[Dataset entries]
□ □ □

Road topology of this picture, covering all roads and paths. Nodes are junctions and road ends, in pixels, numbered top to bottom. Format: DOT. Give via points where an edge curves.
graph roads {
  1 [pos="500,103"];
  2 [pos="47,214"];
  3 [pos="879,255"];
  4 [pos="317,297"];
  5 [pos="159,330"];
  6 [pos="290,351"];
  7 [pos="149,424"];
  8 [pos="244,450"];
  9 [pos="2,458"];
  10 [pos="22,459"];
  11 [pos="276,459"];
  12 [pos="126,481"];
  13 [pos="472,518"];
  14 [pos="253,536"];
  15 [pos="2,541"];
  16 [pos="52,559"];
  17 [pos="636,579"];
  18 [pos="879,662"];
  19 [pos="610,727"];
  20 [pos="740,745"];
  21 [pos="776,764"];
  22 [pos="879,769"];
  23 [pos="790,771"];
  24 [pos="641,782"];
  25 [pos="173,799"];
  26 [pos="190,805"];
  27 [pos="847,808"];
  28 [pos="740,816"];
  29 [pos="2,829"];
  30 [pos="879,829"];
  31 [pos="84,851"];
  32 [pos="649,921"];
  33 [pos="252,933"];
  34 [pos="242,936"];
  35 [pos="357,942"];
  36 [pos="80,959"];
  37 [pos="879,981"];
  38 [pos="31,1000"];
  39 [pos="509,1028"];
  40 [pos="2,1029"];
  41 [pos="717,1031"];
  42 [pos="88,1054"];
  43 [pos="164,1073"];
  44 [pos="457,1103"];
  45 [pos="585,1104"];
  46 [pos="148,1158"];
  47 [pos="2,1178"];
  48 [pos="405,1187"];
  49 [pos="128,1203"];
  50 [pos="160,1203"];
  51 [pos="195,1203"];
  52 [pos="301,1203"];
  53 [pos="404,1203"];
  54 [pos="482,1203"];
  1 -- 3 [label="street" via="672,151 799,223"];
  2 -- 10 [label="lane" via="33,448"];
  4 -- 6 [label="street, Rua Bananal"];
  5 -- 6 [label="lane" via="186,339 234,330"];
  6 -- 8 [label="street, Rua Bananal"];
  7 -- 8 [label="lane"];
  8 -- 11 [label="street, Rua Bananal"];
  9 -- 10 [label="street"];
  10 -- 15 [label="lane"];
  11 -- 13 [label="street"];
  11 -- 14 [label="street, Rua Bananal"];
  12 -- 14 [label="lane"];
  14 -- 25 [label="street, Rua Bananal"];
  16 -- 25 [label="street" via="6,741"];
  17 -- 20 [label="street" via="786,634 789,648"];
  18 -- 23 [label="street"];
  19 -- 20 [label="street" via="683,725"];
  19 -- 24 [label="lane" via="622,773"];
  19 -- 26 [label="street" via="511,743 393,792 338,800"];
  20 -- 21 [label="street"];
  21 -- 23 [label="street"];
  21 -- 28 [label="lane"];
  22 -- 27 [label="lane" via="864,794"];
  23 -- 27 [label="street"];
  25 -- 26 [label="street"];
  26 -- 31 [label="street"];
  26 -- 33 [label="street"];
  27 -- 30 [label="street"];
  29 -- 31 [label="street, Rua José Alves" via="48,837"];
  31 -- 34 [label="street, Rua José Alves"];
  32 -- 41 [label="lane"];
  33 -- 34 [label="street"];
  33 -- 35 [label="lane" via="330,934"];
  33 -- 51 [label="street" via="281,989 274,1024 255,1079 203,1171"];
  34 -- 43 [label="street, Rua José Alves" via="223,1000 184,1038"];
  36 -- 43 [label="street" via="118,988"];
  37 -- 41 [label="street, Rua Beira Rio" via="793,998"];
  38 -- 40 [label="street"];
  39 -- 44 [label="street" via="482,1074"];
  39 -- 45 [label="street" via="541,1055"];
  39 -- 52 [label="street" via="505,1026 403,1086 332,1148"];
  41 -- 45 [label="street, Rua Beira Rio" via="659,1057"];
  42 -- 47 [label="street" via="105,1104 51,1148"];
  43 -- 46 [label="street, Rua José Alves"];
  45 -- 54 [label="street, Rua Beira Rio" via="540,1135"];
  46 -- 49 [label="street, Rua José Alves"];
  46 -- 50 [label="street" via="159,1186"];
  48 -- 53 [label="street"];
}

□ □ □

● To do:
Return every line from the records above that holds the word "roads".

● Response to the task:
Road topology of this picture, covering all roads and paths. Nodes are junctions and road ends, in pixels, numbered top to bottom. Format: DOT. Give via points where an edge curves.
graph roads {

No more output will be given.